Par un mémoire en défense enregistré le 19 décembre 2022, le préfet de l'Essonne a conclu au rejet de la requête.

Il soutient que les moyens soulevés par M. E... ne sont pas fondés.

M. E... a été admis au bénéfice de l'aide juridictionnelle totale par une décision du 5 avril 2022.

Vu les autres pièces du dossier.

Vu :

- la convention européenne de sauvegarde des droits de l'homme et des libertés fondamentales ;

- le code de l'entrée et du séjour des étrangers et du droit d'asile ;

- la loi n° 91-647 du 10 juillet 1991 ;

- le code de justice administrative.

Le président de la formation de jugement a dispensé la rapporteure publique, sur sa proposition, de prononcer ses conclusions à l'audience dans la présente instance.

Les parties ont été régulièrement averties du jour de l'audience.

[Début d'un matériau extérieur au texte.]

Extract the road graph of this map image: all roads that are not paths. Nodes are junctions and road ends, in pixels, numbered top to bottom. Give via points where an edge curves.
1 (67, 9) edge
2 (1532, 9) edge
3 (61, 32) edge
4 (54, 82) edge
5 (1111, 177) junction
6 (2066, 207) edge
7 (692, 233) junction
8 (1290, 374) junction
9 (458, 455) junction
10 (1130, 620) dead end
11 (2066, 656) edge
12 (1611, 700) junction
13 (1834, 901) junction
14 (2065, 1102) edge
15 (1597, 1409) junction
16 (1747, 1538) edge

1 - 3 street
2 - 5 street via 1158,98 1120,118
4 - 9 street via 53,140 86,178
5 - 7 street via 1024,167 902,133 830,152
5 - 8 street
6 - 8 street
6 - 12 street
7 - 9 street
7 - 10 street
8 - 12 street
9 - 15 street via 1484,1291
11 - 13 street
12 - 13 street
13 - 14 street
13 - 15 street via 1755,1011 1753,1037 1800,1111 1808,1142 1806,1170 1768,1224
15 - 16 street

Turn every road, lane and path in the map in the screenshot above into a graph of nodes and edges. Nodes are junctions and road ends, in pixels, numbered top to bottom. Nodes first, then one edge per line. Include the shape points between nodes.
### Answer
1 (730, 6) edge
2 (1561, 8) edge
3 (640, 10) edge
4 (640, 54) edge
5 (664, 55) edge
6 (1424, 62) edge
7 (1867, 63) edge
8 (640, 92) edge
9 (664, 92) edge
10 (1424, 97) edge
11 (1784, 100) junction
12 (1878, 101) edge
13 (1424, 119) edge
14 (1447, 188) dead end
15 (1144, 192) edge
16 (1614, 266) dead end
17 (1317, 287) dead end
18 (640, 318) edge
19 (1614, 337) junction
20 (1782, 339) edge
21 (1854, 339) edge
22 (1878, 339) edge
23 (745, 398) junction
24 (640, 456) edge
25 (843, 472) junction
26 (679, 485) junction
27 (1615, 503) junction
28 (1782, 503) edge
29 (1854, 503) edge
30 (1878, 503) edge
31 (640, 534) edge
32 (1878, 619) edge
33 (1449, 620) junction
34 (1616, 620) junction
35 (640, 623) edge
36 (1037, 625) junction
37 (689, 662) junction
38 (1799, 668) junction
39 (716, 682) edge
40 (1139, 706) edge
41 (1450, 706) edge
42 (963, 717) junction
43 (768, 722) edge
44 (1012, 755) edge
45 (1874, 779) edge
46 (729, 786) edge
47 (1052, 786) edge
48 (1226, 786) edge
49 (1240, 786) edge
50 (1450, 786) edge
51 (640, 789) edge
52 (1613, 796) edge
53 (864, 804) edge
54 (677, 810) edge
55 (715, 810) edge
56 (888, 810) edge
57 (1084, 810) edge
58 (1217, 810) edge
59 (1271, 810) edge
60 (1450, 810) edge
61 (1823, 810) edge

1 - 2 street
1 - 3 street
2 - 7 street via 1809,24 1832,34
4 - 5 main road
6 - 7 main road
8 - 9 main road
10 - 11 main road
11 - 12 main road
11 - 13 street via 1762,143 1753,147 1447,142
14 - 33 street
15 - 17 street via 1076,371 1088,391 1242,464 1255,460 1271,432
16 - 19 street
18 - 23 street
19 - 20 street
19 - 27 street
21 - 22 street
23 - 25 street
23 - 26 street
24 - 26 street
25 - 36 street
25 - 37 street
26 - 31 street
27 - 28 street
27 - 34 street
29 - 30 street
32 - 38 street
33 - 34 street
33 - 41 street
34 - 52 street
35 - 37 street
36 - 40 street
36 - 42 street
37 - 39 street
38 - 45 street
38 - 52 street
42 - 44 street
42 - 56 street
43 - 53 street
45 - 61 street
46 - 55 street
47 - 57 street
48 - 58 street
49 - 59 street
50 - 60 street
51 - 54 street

Le rapport de M. C... a été entendu au cours de l'audience publique.

Considérant ce qui suit :

1. M. B... E..., ressortissant portugais né le 3 mars 1973 à Povoa De Lanhoso (Portugal), est entré en France en mai 1973 selon ses déclarations. Il a été condamné le 22 mars 2021 par le tribunal correctionnel d'Evry pour vol avec effraction dans un local d'habitation ou un lieu d'entrepôt et récidive. Par jugement du 14 décembre 2021, le tribunal administratif de Versailles a rejeté sa demande d'annulation de l'arrêté du 17 mai 2021 par lequel le préfet de l'Essonne lui a fait obligation de quitter le territoire français sans délai à destination du pays dont il a la nationalité ou de tout pays dans lequel il est légalement admissible et a prononcé à son encontre une interdiction de circulation sur le territoire français pour une durée de trente-six mois.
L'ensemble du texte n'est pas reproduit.